When I went to pick up my new packages, the oldtimer was very interested in the top bar idea. He pulled down an old frame from the wall and showed me what they used to look like, with no foundation. The top bar was a triangle, with no foundation in the frame. He said that was the way they used to do it. Bees just built out their comb from the triangle. It looks like that shape would be a lot easier to mill than the shape I made (see pics at http://photos.yahoo.com/dn4911) I know some of you are gluing in strips of wood. Just wondered if any of you pros had seen or were aware of the old fashioned frames like that. I might just try some for replacement bars and see how they do.


----------



## Michael Bush (Aug 2, 2002)

>When I went to pick up my new packages, the oldtimer was very interested in the top bar idea. He pulled down an old frame from the wall and showed me what they used to look like, with no foundation. The top bar was a triangle, with no foundation in the frame. 

I'd be curious to know more about the triagle top bar. I've been making them since the 1970's and Charles Martin Simon has a similar design that he is not manufacturing now. You can buy ungrooved tops and bottoms from Walter T. Kelly. Just tell that that's what you want. Then run the top through the table saw at 45 degrees to put the slope on it.
http://www.charlesmartinsimon.com/pictures.htm


----------



## Oxankle (Jan 8, 2004)

Berkey;

Your hives resemble the Hardison design. I made one, l6 inch top bars. My bars look just like yours but I tapered the splines with a block plane, then painted them (splines) with hot beeswax. If the V-bottom bar works as well as the spline it will sure save work in building the TBH. 

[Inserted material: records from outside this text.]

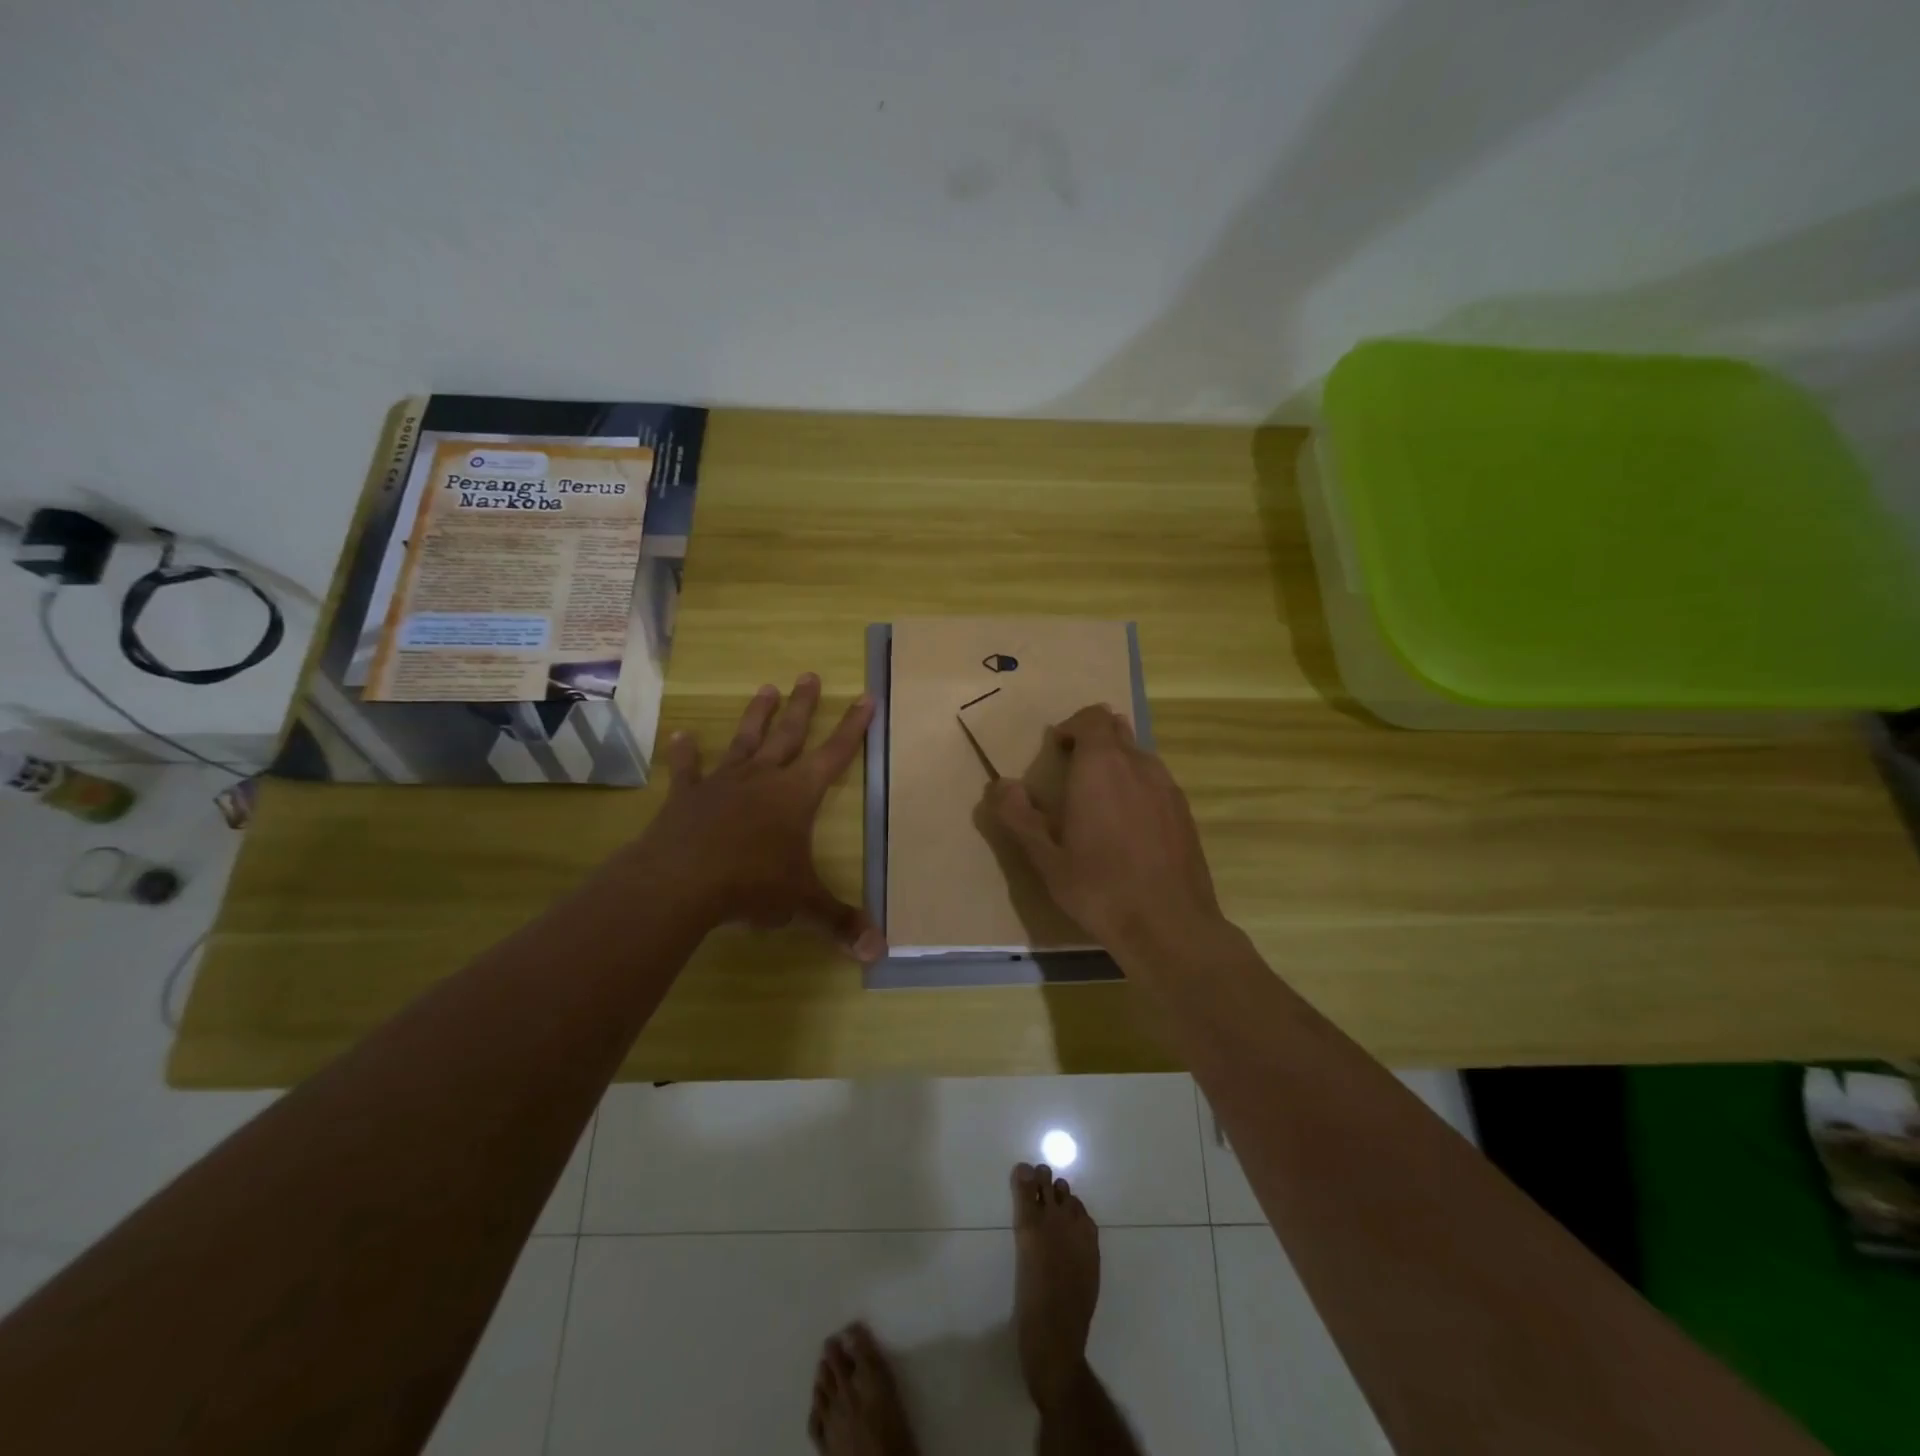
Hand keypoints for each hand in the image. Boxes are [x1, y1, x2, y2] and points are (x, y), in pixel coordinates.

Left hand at [625, 674, 885, 962]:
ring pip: (745, 741)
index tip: (865, 697)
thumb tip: (878, 950)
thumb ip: (839, 921)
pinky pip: (687, 770)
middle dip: (803, 706)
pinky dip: (685, 754)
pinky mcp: (687, 797)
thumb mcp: (803, 903)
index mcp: (797, 795)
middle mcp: (763, 778)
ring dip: (757, 716)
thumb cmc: (752, 885)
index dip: (853, 727)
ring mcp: (723, 783)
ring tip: (766, 688)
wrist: (682, 881)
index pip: (834, 754)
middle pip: (789, 734)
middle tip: (809, 675)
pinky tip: (680, 735)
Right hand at [989, 704, 1220, 957]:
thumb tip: (1000, 785)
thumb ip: (1018, 816)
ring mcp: (1168, 787)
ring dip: (1116, 766)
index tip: (1055, 751)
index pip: (1092, 717)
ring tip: (1098, 805)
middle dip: (1092, 743)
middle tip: (1071, 776)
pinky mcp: (1185, 812)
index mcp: (1101, 766)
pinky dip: (1137, 789)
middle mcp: (1139, 765)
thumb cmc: (1099, 888)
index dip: (1072, 726)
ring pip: (1138, 757)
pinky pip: (1156, 783)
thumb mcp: (1045, 858)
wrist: (1170, 926)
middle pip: (1117, 731)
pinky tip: (1127, 830)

I also made one of the hives on the Crowder pattern, with langstroth length frames. This permits me to start a TBH in a langstroth nuc box. 

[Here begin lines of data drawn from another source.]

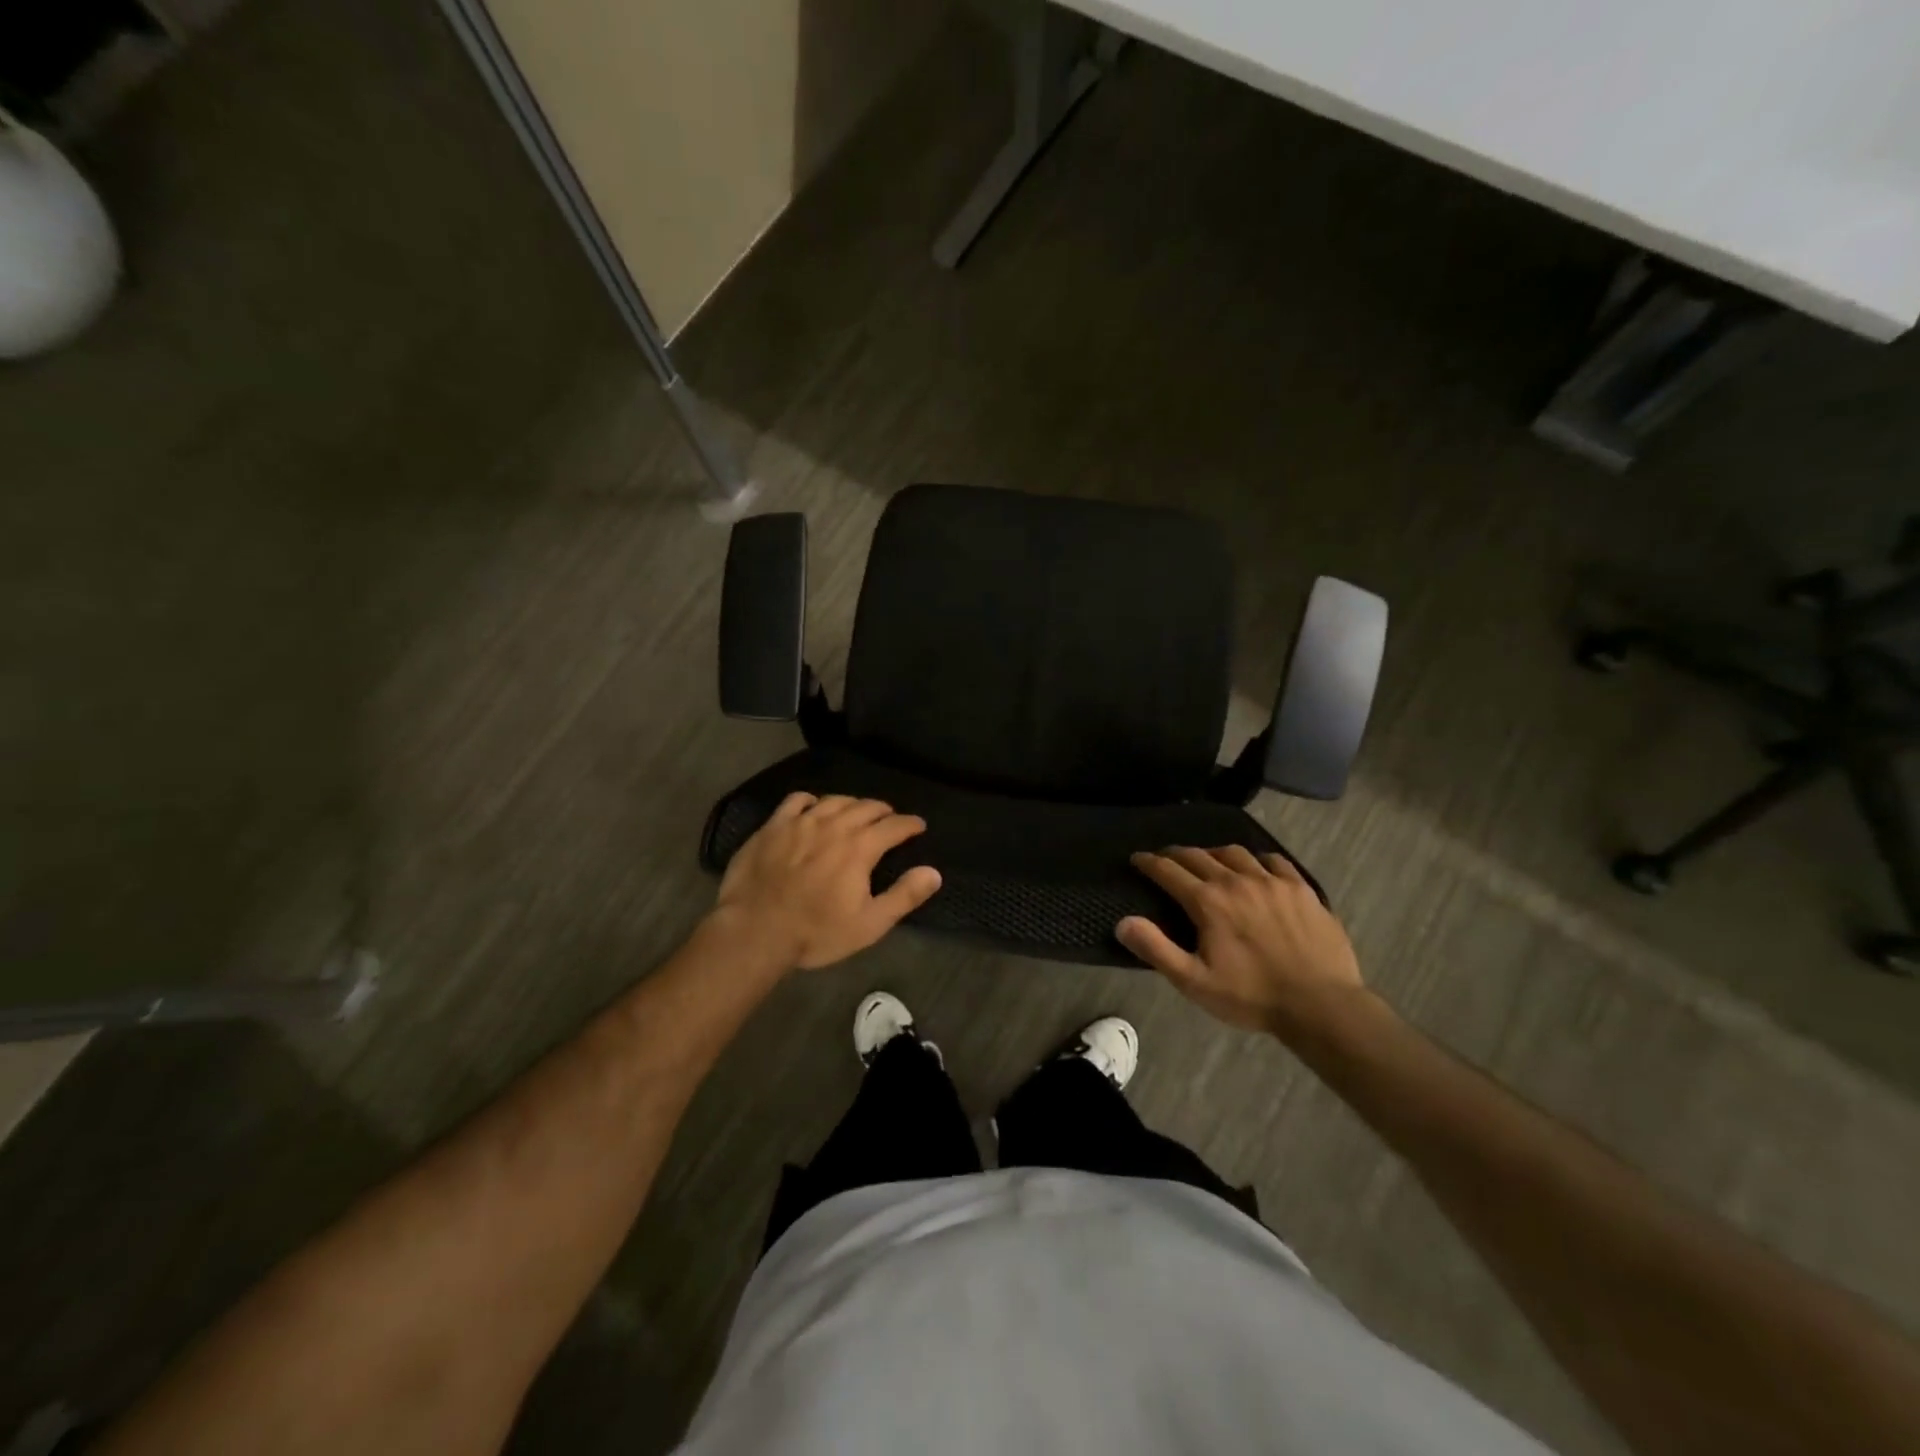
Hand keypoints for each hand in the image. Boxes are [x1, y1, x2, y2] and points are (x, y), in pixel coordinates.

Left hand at [712, 793, 942, 970]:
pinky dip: (812, 801)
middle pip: (866, 807)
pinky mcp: (773, 826)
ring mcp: (800, 822)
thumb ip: (904, 896)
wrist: (755, 931)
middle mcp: (834, 825)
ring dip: (852, 803)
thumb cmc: (816, 932)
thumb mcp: (869, 924)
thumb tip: (933, 872)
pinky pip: (797, 800)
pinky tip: (814, 808)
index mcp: (860, 847)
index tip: (918, 826)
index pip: (894, 826)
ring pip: (834, 800)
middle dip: (883, 811)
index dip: (910, 824)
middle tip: (890, 819)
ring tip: (857, 811)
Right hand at [1117, 846, 1364, 1034]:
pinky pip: (1274, 861)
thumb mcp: (1194, 981)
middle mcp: (1237, 881)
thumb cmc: (1252, 996)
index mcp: (1208, 902)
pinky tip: (1256, 868)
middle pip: (1199, 856)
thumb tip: (1123, 922)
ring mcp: (1272, 882)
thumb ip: (1156, 949)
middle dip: (1176, 854)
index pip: (1169, 871)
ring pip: (1235, 853)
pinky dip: (1256, 860)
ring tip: (1208, 860)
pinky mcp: (1301, 889)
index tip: (1137, 859)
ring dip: (1214, 853)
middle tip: (1165, 858)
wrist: (1321, 1005)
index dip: (1148, 863)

I also put out a swarm box with langstroth length Top Bars. These can simply be transferred to the Crowder hive. 

When we compare notes this fall we should have a very good idea of the best pattern for the TBH.


----------



## BerkeyDavid (Jan 29, 2004)

The old time "V" bars were tapered more than just to 45 degrees, i would estimate the angles were 60 - 60 - 30. next time I get over towards Clyde I will take my camera and make some measurements.

Yeah it would be easy to rip them, much faster too. 

Once I get a better idea of the best size, it will be good tohave all the hives the same size, at least the top bar, so they can be interchanged.


----------



## BerkeyDavid (Jan 29, 2004)

Michael
thanks for the link to the Charles Martin Simon pictures, yes that is very similar idea, although I do think the older ones have a longer taper, I will try to get more of the history of it.
cheers!
david


----------



## BerkeyDavid (Jan 29, 2004)

More information from Steve at GzBz on the triangular frame: It is an 1890 frame from A.I. Root. I will try to get some pictures next week when I pick up some more supplies in Clyde.


----------



## Michael Bush (Aug 2, 2002)

What does the bottom bar look like? solid and square? Triangular?


----------



## BerkeyDavid (Jan 29, 2004)

Bottom and sides are square.


----------